From the entries below, pull out each line where "node" appears.

◆ Collected data
§

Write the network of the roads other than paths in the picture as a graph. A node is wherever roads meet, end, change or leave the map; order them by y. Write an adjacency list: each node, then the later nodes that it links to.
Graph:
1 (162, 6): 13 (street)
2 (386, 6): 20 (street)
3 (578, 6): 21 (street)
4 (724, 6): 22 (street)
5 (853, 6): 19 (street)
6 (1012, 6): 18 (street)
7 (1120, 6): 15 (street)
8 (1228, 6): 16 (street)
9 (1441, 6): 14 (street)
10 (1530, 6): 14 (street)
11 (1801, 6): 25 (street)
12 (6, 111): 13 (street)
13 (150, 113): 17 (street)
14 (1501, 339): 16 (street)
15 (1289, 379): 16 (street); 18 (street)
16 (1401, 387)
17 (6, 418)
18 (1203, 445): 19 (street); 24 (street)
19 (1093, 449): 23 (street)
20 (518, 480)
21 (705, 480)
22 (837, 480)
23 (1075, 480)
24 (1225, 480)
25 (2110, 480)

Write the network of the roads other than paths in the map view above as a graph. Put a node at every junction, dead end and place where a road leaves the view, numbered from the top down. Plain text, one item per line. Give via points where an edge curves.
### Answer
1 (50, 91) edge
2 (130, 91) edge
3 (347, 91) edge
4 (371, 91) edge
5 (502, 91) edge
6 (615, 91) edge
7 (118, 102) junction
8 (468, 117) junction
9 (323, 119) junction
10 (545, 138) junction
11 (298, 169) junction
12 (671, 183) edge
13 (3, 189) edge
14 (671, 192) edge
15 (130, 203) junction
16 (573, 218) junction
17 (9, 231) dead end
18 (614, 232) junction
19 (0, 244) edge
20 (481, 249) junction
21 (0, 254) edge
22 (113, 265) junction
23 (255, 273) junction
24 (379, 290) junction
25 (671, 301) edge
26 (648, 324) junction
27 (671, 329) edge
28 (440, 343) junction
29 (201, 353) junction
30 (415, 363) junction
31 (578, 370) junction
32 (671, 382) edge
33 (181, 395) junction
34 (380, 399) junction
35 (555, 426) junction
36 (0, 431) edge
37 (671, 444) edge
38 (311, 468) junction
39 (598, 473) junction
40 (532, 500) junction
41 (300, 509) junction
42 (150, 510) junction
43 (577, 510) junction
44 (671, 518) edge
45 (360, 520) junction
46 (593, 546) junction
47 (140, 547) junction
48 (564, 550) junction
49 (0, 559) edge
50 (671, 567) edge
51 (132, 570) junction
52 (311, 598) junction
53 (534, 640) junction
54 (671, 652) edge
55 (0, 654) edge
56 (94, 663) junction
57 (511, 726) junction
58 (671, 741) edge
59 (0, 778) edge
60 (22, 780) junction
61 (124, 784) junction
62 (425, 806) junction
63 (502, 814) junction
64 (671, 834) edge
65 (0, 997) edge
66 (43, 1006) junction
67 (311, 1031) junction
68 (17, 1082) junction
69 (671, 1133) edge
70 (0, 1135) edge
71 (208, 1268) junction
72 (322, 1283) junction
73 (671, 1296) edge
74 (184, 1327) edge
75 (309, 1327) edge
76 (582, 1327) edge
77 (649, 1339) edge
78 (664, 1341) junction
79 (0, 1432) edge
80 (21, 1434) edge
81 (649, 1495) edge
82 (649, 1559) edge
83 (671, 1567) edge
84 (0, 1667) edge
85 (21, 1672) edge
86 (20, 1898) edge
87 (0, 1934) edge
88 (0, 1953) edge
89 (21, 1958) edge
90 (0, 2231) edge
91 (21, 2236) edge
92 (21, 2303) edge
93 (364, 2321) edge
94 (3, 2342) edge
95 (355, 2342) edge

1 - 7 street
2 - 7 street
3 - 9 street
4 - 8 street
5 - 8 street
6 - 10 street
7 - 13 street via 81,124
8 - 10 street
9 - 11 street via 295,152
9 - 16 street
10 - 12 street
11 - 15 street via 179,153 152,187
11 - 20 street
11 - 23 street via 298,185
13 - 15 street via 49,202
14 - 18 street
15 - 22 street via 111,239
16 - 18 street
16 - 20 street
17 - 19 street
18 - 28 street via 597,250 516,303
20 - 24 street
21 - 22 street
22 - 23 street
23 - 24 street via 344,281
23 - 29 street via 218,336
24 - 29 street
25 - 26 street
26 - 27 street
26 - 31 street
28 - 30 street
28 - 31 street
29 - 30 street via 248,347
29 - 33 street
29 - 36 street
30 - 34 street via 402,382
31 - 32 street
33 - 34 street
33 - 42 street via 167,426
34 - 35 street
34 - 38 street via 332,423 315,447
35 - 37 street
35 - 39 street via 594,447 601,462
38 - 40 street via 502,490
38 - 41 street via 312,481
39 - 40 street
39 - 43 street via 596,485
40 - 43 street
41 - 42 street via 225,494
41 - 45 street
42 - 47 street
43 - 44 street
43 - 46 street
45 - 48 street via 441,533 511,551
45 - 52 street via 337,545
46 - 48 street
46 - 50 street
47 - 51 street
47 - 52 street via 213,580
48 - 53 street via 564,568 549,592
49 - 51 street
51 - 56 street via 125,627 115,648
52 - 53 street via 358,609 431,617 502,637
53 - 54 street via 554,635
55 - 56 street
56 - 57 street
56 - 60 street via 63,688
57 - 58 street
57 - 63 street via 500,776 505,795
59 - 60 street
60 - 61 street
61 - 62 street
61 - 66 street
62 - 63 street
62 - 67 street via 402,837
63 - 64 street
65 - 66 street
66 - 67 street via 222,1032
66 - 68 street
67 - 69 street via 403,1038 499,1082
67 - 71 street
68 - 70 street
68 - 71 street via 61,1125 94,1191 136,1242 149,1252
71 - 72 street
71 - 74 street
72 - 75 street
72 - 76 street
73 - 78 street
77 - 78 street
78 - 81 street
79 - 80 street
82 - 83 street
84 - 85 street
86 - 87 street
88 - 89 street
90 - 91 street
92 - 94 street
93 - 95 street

§

◆ Result
Write the network of the roads other than paths in the picture as a graph. A node is wherever roads meet, end, change or leave the map; order them by y. Write an adjacency list: each node, then the later nodes that it links to.
Write the network of the roads other than paths in the map view above as a graph. Put a node at every junction, dead end and place where a road leaves the view, numbered from the top down. Plain text, one item per line. Give via points where an edge curves.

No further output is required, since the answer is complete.